70 Years ago today: On 17 May 1953 a Delta Air Lines Douglas DC-3 crashed near Marshall, TX in a thunderstorm, killing 19 out of 20 occupants.

Date:Sunday 17 May 1953
Type:Silhouette image of generic DC3 model; specific model in this crash may look slightly different
Douglas DST-318 (DC-3)
Operator:Delta Air Lines
First flight:1940
Total airframe hrs:39000
Crew:Fatalities: 3 / Occupants: 3
Passengers:Fatalities: 16 / Occupants: 17
Total:Fatalities: 19 / Occupants: 20
Aircraft damage:Damaged beyond repair
Location:21 km (13.1 mls) E of Marshall, TX (   United States of America)
Phase:En route (ENR)
Nature:Domestic Scheduled Passenger
Departure airport:Dallas-Love Field, TX (DAL/KDAL), United States of America
Destination airport:Shreveport-Greater Shreveport Municipal Airport, LA (SHV/KSHV), United States of America

Flight 318 departed Dallas on a VFR Flight Plan at 13:10 for Atlanta, with a scheduled stop at Shreveport. En route to Shreveport the crew were warned about thunderstorms in the area of Longview. At about 14:12 Flight 318 called the Shreveport Control Tower, which cleared it to make a right-hard turn for landing approach to runway 13. Flight 318 acknowledged this message and requested the Shreveport weather which was transmitted as dark scattered clouds at 1,000 feet, ceiling estimated 4,000 feet, overcast at 20,000 feet, visibility 10 miles, thunderstorm, light rain shower.
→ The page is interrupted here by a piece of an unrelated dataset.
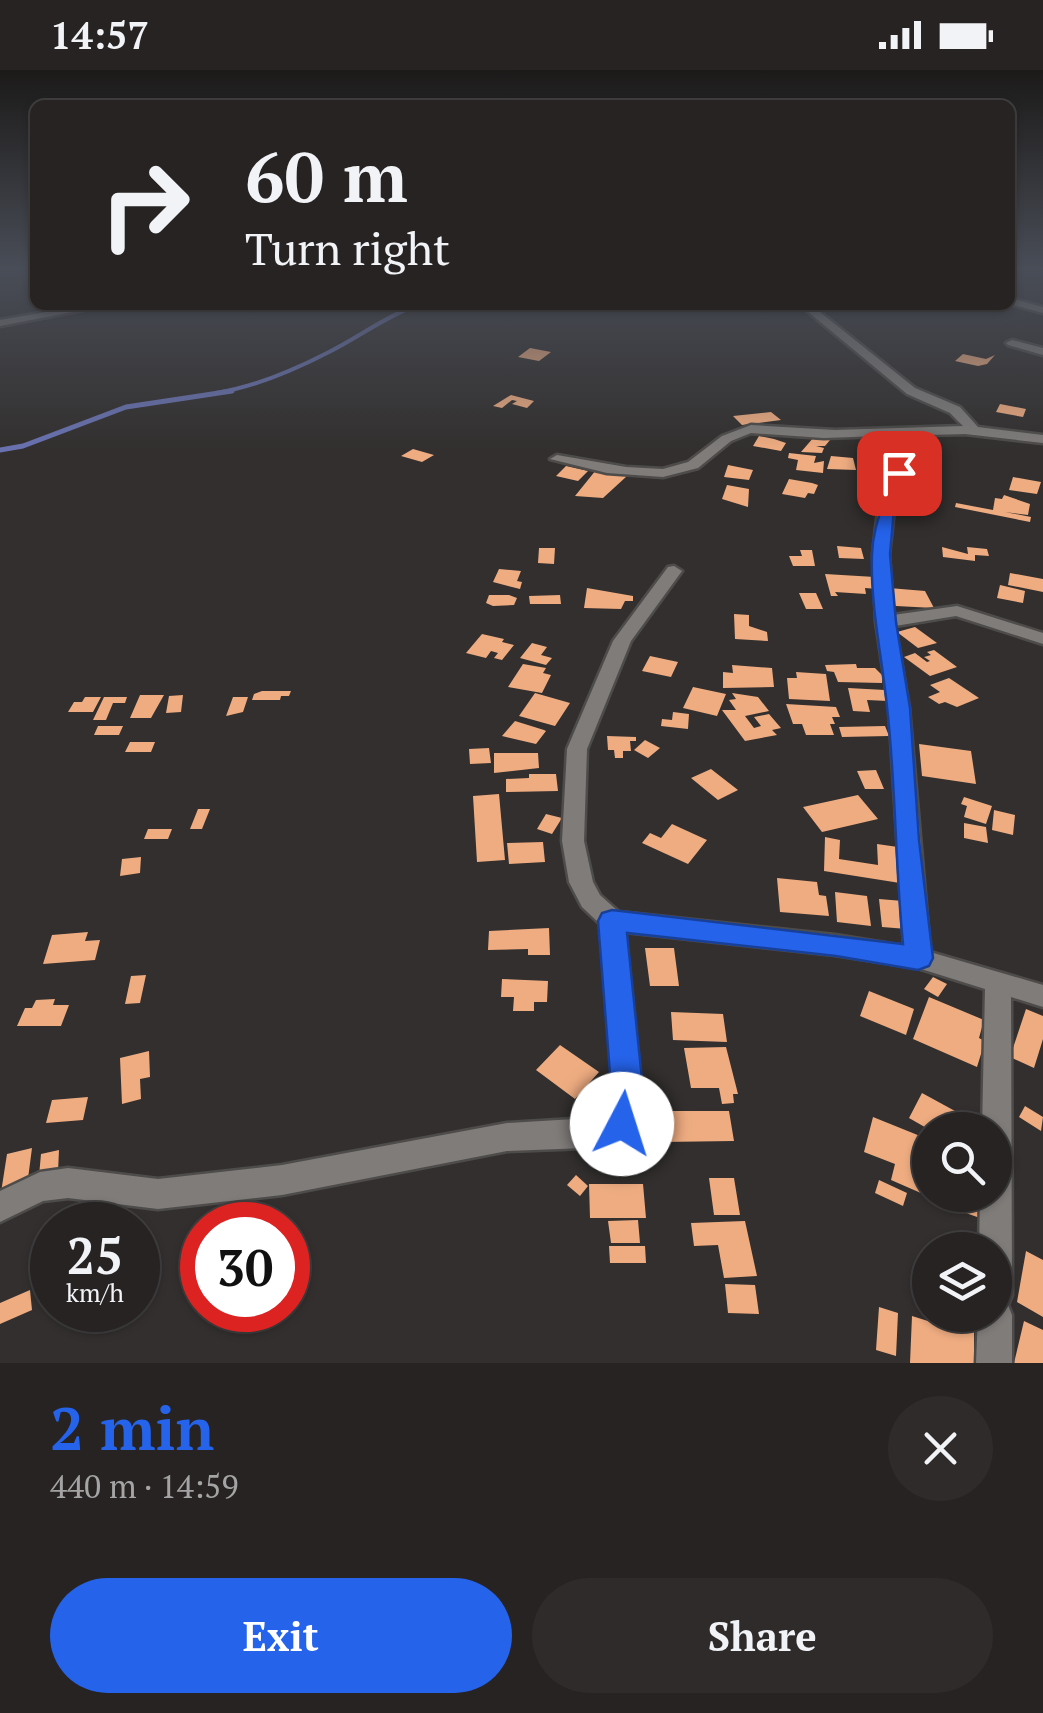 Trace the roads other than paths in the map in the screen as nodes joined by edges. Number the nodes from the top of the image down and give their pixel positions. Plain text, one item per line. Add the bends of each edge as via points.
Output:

The tower also advised of a thunderstorm approximately 15 miles west of Shreveport. This transmission also was acknowledged by the flight. The thunderstorm was entered at an altitude of 2500 feet, and with no apparent attempt to change course. The very intense localized thunderstorm was accompanied by frequent cloud-to-ground lightning, hail, heavy rain, turbulence, and high winds. The flight was forced to the ground. It struck the trees while in a shallow angle of descent. It continued ahead, cutting a swath through trees for a distance of approximately 500 feet, struck the ground, skidded, and came to rest in a mess of wreckage 870 feet from the point of initial contact with the trees. The aircraft partially burned following impact.
Probable Cause:

PROBABLE CAUSE: “1) The encountering of conditions in a severe thunderstorm that resulted in loss of effective control of the aircraft, and 2) The failure of the captain to adhere to company directives requiring the avoidance of thunderstorms when conditions would allow such action.”